Producers don’t even let a small matter like the character being dead get in the way of their return. On Christmas Eve, Coronation Street’s legendary villain Richard Hillman (Brian Capron) appeared in a dream sequence as part of ex-wife Gail Platt’s exit. That he had drowned after driving a Ford Galaxy into a canal – with himself and his step-family in it – over two decades earlier didn’t need to spoil the fun.

Cindy Beale (Michelle Collins) was the star of EastEnders’ festive episodes last month, despite the fact she had died in childbirth offscreen in 1998. (It turns out Cindy had actually been living under witness protection in Spain this whole time, which is obvious when you really think about it.) Watching Cindy cheat on longsuffering Ian Beale on Christmas Day, as Phil and Nigel met up with Sharon in the Queen Vic, you could have been forgiven for thinking you’d passed out on the Baileys and woken up in 1993. That the BBC had aired Wallace and Gromit featuring Feathers McGraw a few hours earlier would only have encouraged the vague sense that John Major was prime minister.

The comfort of classic soap characters speaks to the wider trend of 90s nostalgia in popular culture: from interior design and supermodels to boybands. Recent years have seen reboots of some of the biggest television hits from the 1990s on both sides of the Atlantic, from Gladiators in the UK to Frasier in the US.

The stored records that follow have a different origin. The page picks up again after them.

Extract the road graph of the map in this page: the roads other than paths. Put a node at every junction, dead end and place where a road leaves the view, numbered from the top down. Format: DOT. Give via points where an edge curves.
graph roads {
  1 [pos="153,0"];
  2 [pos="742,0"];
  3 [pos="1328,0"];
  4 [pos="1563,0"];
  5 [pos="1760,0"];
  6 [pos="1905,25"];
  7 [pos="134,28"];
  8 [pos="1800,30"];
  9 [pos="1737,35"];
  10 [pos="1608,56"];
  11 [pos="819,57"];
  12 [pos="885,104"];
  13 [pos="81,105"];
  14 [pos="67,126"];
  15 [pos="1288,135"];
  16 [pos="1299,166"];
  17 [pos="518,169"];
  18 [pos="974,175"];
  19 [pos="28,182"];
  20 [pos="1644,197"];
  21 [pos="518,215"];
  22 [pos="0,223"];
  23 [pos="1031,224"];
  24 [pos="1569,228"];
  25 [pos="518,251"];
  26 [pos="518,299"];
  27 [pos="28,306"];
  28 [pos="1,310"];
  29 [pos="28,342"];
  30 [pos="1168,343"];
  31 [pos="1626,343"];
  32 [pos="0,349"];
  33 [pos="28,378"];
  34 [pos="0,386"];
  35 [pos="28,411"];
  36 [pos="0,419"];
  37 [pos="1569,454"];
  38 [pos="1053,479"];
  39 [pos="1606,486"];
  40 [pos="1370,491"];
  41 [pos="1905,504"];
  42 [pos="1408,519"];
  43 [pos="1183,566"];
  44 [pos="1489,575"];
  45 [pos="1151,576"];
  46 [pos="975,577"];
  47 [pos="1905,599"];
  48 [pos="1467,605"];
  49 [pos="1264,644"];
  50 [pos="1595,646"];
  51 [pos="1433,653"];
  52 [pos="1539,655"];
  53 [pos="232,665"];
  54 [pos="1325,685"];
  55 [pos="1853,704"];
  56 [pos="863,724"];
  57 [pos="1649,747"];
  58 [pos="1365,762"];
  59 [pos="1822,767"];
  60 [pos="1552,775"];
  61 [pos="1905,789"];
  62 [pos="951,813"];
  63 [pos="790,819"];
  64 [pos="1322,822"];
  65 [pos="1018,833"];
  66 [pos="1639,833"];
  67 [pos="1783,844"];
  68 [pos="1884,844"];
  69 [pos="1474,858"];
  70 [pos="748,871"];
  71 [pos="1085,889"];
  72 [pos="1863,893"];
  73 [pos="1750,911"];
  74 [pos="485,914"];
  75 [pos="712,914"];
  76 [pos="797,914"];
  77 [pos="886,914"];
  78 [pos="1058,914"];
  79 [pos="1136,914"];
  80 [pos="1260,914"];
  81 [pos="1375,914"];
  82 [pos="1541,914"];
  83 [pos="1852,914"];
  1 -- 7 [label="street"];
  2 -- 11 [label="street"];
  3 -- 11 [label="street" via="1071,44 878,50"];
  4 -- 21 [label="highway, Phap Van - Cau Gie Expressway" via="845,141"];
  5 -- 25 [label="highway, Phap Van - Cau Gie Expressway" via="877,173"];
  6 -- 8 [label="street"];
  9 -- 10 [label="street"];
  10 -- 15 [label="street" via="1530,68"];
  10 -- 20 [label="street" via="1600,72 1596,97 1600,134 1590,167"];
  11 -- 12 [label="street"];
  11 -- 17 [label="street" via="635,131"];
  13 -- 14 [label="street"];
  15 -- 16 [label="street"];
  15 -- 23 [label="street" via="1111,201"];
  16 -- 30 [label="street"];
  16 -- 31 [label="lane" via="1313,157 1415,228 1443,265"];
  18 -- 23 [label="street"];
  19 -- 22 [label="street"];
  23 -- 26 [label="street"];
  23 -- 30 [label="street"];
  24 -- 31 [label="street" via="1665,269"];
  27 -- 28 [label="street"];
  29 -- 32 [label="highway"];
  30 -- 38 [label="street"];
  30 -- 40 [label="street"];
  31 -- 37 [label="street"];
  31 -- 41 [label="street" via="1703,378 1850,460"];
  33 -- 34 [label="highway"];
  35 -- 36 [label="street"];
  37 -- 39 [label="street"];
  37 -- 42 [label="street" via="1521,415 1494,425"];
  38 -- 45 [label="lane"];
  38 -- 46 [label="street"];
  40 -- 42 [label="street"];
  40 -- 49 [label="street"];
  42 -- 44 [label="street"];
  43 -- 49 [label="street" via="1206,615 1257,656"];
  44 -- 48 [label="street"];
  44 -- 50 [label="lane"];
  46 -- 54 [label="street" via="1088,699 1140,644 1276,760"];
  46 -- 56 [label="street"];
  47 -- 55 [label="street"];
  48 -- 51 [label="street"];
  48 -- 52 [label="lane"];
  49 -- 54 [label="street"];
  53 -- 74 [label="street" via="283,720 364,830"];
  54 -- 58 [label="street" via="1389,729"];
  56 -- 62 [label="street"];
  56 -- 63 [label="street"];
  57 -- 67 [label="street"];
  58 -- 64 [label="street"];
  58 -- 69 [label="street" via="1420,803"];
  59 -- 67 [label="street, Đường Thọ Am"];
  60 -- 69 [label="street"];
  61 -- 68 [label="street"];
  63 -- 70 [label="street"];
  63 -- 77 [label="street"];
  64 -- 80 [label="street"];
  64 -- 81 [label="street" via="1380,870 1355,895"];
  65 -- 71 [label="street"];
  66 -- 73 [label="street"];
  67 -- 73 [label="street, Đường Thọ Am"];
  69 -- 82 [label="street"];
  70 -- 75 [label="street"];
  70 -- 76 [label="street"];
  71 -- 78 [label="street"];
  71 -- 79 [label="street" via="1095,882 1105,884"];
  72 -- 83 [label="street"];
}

The nostalgia shows no signs of abating. Ant and Dec are currently developing a sequel to Byker Grove, the much-loved Newcastle-based teen drama that made a generation afraid to go paintballing. Just last month, Disney+ announced Malcom in the Middle – which first aired as we entered the millennium – will return with the first new episodes in nearly two decades.

Meanwhile, streaming has allowed new – and old – audiences to find 90s classics like Friends and Sex and the City, with viewers flipping between tweeting about problematic jokes and just being grateful the show won’t get cancelled before they finish watching it. Throw a stick and you’ll hit a thinkpiece by a millennial reminiscing about the best programmes of our youths. If you want to, it’s now entirely possible to raise your children on the kids’ shows you grew up with, slipping in Home Improvement and Dinosaurs in between Bluey and Peppa Pig.

Perhaps this just means TV executives are out of ideas or that cash trumps creativity (I would like to know what ITV has on Graham Norton to get him to sign up for the Wheel of Fortune reboot). And yet it’s hard to deny that producers are giving audiences what we want. That the Gavin and Stacey finale has now had almost 20 million views – making it the most-watched scripted programme since 2002 – shows clearly how viewers crave spending time with characters they first met decades ago.

As it’s that time of year, I suppose we could do some self-reflection. What does it say about the strains of adulthood today that we seek comfort by reliving our childhoods? Is modern culture empty if we wish to rake over television from 30 years ago? Does mindlessly absorbing entertainment from the past distract us from the breakdown of the social order and death of liberal democracy? I say embrace it. Let this be the year we go full retro. Watch Grant Mitchell on EastEnders before going to the Oasis reunion. Dream of a leftwing Labour government while over-plucking your eyebrows. 2025 is the new 1995.